Art of Fighting AnthologyESRB:
Platform: PlayStation 2
Developer – SNK
PS2 memory card 55KB
Digital Control/ Analog Control
I remember spending long stretches of time in the arcades hungrily feeding the street fighter machines any and all my spare cash. Hours on hours of stepping up or aside as more and more kids would try to get in on the whole 2d sprite based fighting craze. While Capcom had the market to themselves for a short period more companies decided to put out similar games. SNK was just one of these companies as they barraged the market with huge amount of games such as World Heroes 1-2 and Samurai Showdown among others. One of my favourite was The Art of Fighting. It was 2d sprite based arcade action at its best. Years later SNK came on hard times as the market dropped out of the arcade scene, and 2D games were became things of the past. However as time wore on SNK managed to survive after some deals were struck to keep them around...Hooray!! SNK Playmore have recently released The Art of Fighting anthology. The 3 games are on one PS2 disc and they include Art of Fighting 1 and 2, plus The Path of the Warrior: Art of Fighting 3. Any old school arcade hound should instantly love this series.
To be quite honest after so many years and with all the new high horse power consoles available, the series really looks very dated. The games themselves don’t have the high resolution of the newer titles, but that should be expected. On the other hand, fans of the genre should appreciate the nicely colourful and hand drawn art. The game also moves at a lower frame rate than what most gamers are used to, although once locked in fight you never really notice it. The games included on the disk are all arcade perfect, meaning the quirks and any issues in the arcade are faithfully reproduced here on the disc. I did notice at times the very same popping in and out of graphics here and there just like the arcade titles.
As these titles are pretty much arcade perfect, the various sounds and music are directly from the original games. That being said, gamers can get ready for some gaming cheese. The music can range from nicely arranged orchestral intros to full rocking hair metal. The sound quality has not been improved from the arcade and it can sound a little muddied at times, like 2 channel mono. This shouldn’t deter any enjoyment of gameplay though, in fact I laughed out loud a few times on how it matched some of the gameplay. There really is not a lot of voice work in the game, although each fighter does have his or her own sounds comprising of various yells and screams as they perform their manoeuvres. The only other voice is of the high-octane announcer who can be a bit over the top at times.

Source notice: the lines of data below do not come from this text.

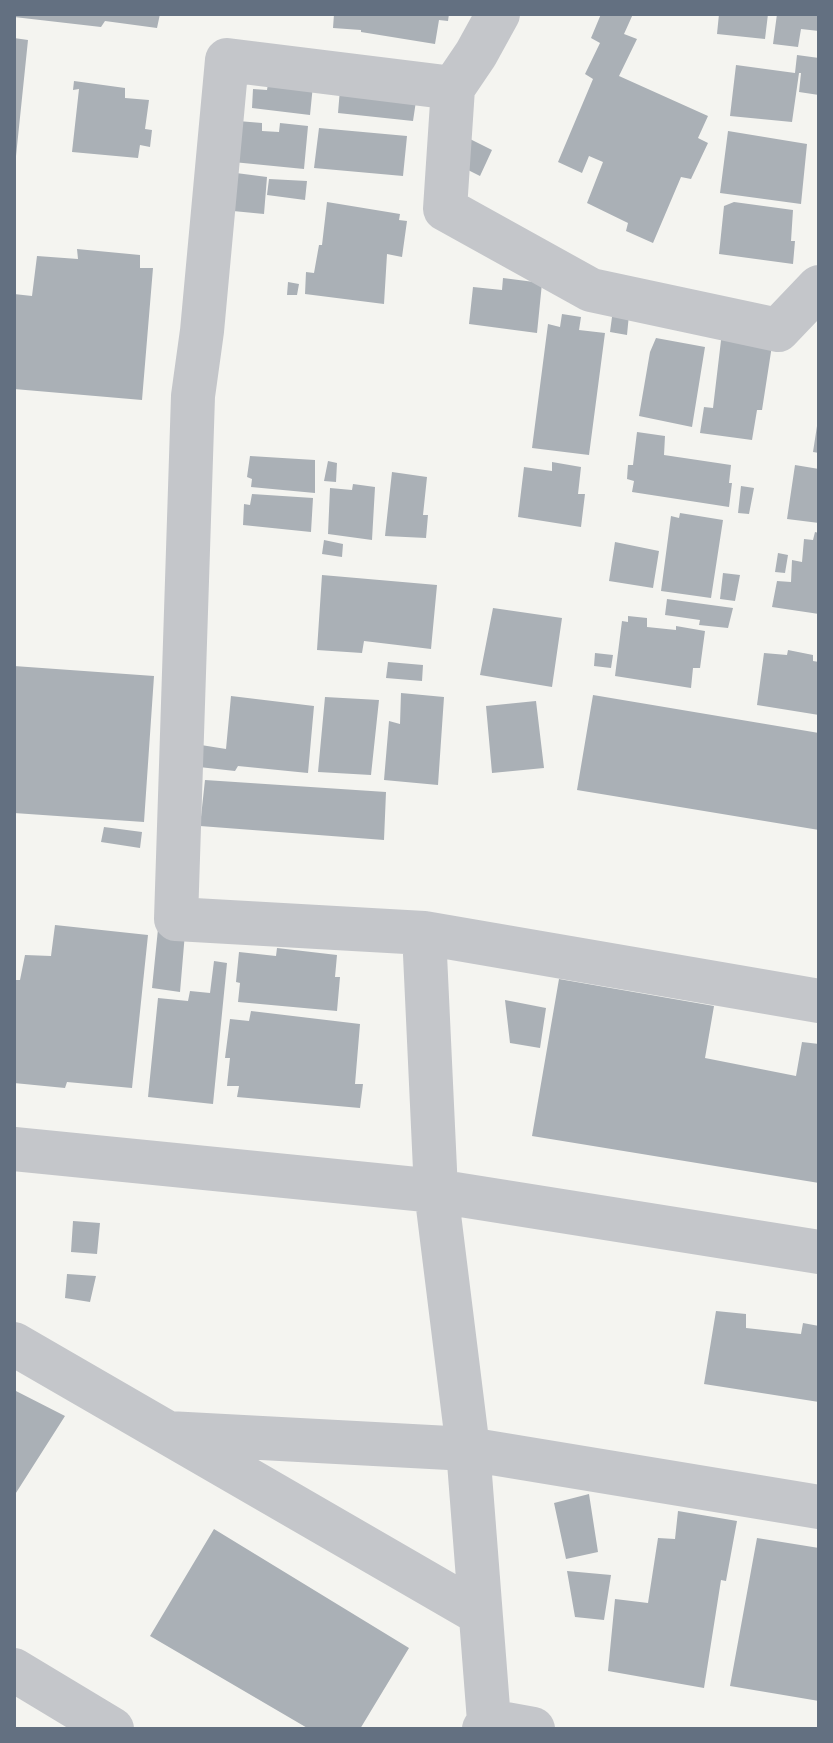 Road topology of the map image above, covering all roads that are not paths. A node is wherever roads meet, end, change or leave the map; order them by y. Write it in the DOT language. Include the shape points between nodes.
graph roads {
  1 [pos="498,14"];
  2 [pos="453,88"];
  3 [pos="813,302"];
  4 [pos="424,933"];
  5 [pos="819,1001"];
  6 [pos="14,1149"];
  7 [pos="436,1191"];
  8 [pos="819,1252"];
  9 [pos="14,1344"];
  10 [pos="168,1433"];
  11 [pos="468,1449"];
  12 [pos="819,1507"];
  13 [pos="479,1613"];
  14 [pos="14,1670"];
  15 [pos="487,1725"];
  16 [pos="112,1729"];
  17 [pos="533,1729"];
  1 -- 2 [label="street"];
  2 -- 3 [label="street" via="445,209 591,290 778,330"];
  2 -- 4 [label="street" via="227,60 192,427 176,919"];
  4 -- 5 [label="street"];
  4 -- 7 [label="street"];
  6 -- 7 [label="street"];
  7 -- 8 [label="street"];
  7 -- 11 [label="street"];
  9 -- 10 [label="street"];
  10 -- 11 [label="street"];
  10 -- 13 [label="street"];
  11 -- 12 [label="street"];
  11 -- 13 [label="street"];
  13 -- 15 [label="street"];
  14 -- 16 [label="street"];
  15 -- 17 [label="street"];
}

All fighting games use the same sort of control scheme and this game is no different. Your d-pad moves the fighter and any combination of buttons will perform the desired effect...hopefully. Art of fighting is no different in this manner as well as you time your punches, kicks, and any super move to become victorious. Art of Fighting also has a spirit meter, which can be continually drained or replenished. Once your meter is full you will be able to execute your super move. The effect is simple but the resulting move can inflict serious damage on the opposing fighter. On the other hand, if your meter has been depleted than you can be quite susceptible to the opponent’s super move, so good defence is always at the forefront of a good offence.
Like the arcade I found the controls to be a little tough to master. The controls felt like wet sponge at times, a little slow and a bit lumbering. This can cause problems in the heat of battle, trying to get out combos. With some practice I found that you could live with it and overcome the handicap.
There are 33 fighters you can use in free play, but in story mode there is 2 main characters available. In the story mode you will have to find Yuri, one the heroes sisters. She has been kidnapped and it’s up to you to battle through the enemies and find her. I am hoping you don’t expect a deep and engrossing as this game is a fighting game, and stories are not usually attached to this genre.
All three games are very similar in execution but where they differ are in the finishing moves or entirely different enemies. Each one has its own distinctive style, but they also have many things in common. Overall you will probably not find a lot of difference in each game as they heavily borrow off of each other. And this is not a bad thing as all play quite well and you will no doubt have fun with them. These games definitely hearken back to a time that is pretty much forgotten in this day and age of high definition and 3D graphics.
Art of fighting Anthology is a good look at how the fighting game craze began and evolved. This compilation started off in the arcades of yesteryear and has now come home to become a trip down memory lane. Older hardcore gamers like me will probably love this title, as it does represent and easier, simple and somewhat more fun time in gaming. However, newer and younger gamers may balk at the sprite based games but I don’t think they will see the fun factor in a game like this. Few companies like SNK could make games in this genre more enjoyable, and now we get to live some of our arcade glories out at home.